Entries taken from a collection

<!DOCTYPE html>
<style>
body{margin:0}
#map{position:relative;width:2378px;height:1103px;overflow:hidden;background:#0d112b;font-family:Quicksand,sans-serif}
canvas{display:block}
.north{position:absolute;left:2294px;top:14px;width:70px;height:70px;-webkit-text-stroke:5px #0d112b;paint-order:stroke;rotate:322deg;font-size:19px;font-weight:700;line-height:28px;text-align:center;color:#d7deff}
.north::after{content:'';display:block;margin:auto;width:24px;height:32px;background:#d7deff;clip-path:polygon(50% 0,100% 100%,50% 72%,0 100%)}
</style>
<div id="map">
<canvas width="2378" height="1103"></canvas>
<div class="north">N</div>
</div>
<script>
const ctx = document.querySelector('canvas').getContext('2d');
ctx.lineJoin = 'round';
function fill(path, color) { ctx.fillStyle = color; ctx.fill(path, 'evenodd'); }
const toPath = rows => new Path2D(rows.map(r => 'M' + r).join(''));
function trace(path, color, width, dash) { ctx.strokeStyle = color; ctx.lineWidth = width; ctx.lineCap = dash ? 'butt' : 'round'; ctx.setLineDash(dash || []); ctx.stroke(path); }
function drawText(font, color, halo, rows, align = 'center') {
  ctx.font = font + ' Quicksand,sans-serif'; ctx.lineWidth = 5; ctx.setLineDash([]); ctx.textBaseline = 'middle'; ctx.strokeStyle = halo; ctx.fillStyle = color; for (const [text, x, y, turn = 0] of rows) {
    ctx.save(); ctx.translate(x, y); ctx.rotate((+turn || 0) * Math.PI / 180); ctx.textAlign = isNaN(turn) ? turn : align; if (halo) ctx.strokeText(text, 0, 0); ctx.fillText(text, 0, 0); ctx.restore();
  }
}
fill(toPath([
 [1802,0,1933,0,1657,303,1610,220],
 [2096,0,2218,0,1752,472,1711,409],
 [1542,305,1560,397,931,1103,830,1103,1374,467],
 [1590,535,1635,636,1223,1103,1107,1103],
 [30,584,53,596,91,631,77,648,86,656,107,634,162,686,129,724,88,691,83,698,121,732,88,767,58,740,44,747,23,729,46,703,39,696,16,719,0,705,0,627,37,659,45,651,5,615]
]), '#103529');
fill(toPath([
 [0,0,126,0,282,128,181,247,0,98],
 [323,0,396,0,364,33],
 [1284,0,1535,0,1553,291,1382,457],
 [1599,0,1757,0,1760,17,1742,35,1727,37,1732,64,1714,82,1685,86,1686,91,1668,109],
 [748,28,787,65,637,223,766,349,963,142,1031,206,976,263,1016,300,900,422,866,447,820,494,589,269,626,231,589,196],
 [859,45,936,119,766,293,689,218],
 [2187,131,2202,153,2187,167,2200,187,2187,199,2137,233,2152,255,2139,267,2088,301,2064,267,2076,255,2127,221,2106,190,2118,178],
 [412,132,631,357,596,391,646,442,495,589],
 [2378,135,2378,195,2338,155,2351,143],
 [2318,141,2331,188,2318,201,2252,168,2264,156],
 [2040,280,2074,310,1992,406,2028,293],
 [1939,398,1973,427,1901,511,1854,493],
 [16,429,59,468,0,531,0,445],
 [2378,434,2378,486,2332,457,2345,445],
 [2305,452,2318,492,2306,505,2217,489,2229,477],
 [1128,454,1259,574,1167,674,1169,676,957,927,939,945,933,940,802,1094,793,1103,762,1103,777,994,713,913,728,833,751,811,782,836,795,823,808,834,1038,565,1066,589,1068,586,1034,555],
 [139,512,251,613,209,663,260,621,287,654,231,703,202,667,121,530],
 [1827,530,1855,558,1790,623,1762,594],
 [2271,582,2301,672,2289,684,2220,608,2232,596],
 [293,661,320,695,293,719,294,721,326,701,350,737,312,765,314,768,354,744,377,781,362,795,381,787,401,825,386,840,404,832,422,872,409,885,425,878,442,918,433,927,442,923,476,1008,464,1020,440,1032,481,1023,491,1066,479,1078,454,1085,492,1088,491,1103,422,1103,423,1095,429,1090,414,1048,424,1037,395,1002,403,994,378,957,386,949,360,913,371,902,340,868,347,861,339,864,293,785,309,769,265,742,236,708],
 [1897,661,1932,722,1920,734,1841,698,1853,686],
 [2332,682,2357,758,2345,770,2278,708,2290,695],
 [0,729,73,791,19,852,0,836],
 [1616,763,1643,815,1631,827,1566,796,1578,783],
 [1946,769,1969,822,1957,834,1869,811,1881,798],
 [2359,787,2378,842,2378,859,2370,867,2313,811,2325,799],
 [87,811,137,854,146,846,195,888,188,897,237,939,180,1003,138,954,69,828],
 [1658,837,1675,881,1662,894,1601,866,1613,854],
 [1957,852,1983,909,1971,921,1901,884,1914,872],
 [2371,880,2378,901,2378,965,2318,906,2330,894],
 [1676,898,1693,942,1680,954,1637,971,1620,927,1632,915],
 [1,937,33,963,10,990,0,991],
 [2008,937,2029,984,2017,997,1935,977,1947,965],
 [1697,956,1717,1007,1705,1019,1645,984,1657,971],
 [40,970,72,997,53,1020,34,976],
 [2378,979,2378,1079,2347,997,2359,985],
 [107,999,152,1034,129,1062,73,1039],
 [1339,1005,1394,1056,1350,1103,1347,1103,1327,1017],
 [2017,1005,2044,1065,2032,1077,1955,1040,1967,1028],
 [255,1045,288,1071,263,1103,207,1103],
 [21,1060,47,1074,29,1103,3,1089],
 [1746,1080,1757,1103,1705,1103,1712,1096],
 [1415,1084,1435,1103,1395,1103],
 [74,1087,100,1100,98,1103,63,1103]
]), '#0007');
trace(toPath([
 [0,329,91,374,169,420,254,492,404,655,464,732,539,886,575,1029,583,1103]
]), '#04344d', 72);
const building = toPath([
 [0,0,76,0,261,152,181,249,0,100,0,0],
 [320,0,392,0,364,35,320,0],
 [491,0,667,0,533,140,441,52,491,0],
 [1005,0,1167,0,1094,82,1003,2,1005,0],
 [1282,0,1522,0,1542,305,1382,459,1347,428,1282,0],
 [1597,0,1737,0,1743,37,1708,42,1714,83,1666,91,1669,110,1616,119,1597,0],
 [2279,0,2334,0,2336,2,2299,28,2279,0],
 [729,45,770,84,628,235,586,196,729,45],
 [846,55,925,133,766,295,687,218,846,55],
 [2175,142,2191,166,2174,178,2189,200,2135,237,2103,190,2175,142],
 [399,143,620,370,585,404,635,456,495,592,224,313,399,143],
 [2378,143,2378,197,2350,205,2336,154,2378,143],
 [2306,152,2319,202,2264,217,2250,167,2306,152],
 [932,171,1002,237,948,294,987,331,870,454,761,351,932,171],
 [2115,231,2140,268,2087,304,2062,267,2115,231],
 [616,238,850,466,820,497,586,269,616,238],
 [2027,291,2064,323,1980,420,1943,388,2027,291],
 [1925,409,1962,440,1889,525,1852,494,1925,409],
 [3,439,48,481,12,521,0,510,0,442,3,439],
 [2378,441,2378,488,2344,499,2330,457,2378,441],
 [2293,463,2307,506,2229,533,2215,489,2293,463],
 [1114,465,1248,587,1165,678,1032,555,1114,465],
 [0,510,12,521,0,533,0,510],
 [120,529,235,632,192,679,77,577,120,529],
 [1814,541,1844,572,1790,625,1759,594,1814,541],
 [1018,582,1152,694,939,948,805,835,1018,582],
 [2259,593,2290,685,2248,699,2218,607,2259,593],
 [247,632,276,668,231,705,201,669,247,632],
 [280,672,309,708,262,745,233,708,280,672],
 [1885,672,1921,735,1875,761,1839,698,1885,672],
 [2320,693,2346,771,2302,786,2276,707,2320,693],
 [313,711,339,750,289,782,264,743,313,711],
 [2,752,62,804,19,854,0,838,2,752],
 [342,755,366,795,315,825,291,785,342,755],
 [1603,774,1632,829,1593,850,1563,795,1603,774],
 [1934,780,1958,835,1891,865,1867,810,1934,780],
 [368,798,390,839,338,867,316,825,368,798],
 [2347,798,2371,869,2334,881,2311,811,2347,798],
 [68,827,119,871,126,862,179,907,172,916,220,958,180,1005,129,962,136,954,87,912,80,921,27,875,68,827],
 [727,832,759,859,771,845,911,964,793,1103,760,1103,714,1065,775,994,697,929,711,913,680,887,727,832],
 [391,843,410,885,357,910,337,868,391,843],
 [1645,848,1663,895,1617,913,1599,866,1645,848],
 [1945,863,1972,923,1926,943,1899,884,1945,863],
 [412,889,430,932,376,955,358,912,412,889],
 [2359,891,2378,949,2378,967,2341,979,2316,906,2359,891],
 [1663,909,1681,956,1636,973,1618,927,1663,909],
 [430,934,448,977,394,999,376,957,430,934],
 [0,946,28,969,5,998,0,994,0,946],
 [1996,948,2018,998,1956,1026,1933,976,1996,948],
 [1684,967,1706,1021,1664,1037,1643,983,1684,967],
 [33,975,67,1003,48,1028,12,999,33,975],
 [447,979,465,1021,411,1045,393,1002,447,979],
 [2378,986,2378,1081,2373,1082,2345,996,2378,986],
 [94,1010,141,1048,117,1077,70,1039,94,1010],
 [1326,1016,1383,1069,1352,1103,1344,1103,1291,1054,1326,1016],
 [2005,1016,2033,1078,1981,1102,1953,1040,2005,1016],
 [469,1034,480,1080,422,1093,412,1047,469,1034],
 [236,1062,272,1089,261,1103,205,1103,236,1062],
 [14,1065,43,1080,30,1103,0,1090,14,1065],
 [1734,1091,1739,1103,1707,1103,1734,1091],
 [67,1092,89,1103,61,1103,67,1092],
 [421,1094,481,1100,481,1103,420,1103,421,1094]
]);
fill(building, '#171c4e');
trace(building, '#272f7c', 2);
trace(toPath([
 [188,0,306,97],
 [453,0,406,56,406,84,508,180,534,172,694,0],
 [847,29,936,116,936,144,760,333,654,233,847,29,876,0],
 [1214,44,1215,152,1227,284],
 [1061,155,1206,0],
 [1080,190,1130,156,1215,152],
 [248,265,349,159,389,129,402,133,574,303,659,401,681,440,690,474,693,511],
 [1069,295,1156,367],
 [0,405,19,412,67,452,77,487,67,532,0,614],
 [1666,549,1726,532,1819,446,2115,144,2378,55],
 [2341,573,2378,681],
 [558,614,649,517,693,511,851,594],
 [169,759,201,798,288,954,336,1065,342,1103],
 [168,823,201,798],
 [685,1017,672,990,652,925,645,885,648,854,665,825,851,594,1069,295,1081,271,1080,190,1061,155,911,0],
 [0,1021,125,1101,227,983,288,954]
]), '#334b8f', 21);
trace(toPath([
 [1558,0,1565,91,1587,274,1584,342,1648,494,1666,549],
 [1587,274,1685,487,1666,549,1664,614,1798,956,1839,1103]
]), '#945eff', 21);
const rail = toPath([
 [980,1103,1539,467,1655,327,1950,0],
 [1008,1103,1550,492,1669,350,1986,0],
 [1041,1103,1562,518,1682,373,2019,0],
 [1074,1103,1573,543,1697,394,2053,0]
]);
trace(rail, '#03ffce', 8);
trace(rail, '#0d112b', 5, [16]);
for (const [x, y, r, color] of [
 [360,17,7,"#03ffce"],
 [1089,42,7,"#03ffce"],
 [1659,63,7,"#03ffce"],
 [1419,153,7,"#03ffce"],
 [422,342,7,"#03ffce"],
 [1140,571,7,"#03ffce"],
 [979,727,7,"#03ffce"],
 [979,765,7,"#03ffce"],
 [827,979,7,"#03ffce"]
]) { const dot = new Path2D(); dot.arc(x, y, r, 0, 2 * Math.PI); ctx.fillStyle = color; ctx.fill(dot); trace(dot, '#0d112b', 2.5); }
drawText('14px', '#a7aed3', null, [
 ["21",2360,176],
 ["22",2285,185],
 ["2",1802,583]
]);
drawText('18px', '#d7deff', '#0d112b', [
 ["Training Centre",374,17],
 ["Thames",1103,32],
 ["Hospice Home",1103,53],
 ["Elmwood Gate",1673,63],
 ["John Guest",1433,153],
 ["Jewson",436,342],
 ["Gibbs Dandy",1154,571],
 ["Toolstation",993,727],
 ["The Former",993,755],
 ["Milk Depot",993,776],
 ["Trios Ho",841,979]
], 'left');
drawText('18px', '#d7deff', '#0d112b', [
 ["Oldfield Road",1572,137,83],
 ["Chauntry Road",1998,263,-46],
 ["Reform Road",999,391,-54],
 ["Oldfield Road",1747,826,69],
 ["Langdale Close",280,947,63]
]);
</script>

[Your objective]
"strokeStyle" is the word to look for; copy every line of the data that has it.

[Answer]
function trace(path, color, width, dash) { ctx.strokeStyle = color; ctx.lineWidth = width; ctx.lineCap = dash ? 'butt' : 'round'; ctx.setLineDash(dash || []); ctx.stroke(path); }
  ctx.font = font + ' Quicksand,sans-serif'; ctx.lineWidth = 5; ctx.setLineDash([]); ctx.textBaseline = 'middle'; ctx.strokeStyle = halo; ctx.fillStyle = color; for (const [text, x, y, turn = 0] of rows) {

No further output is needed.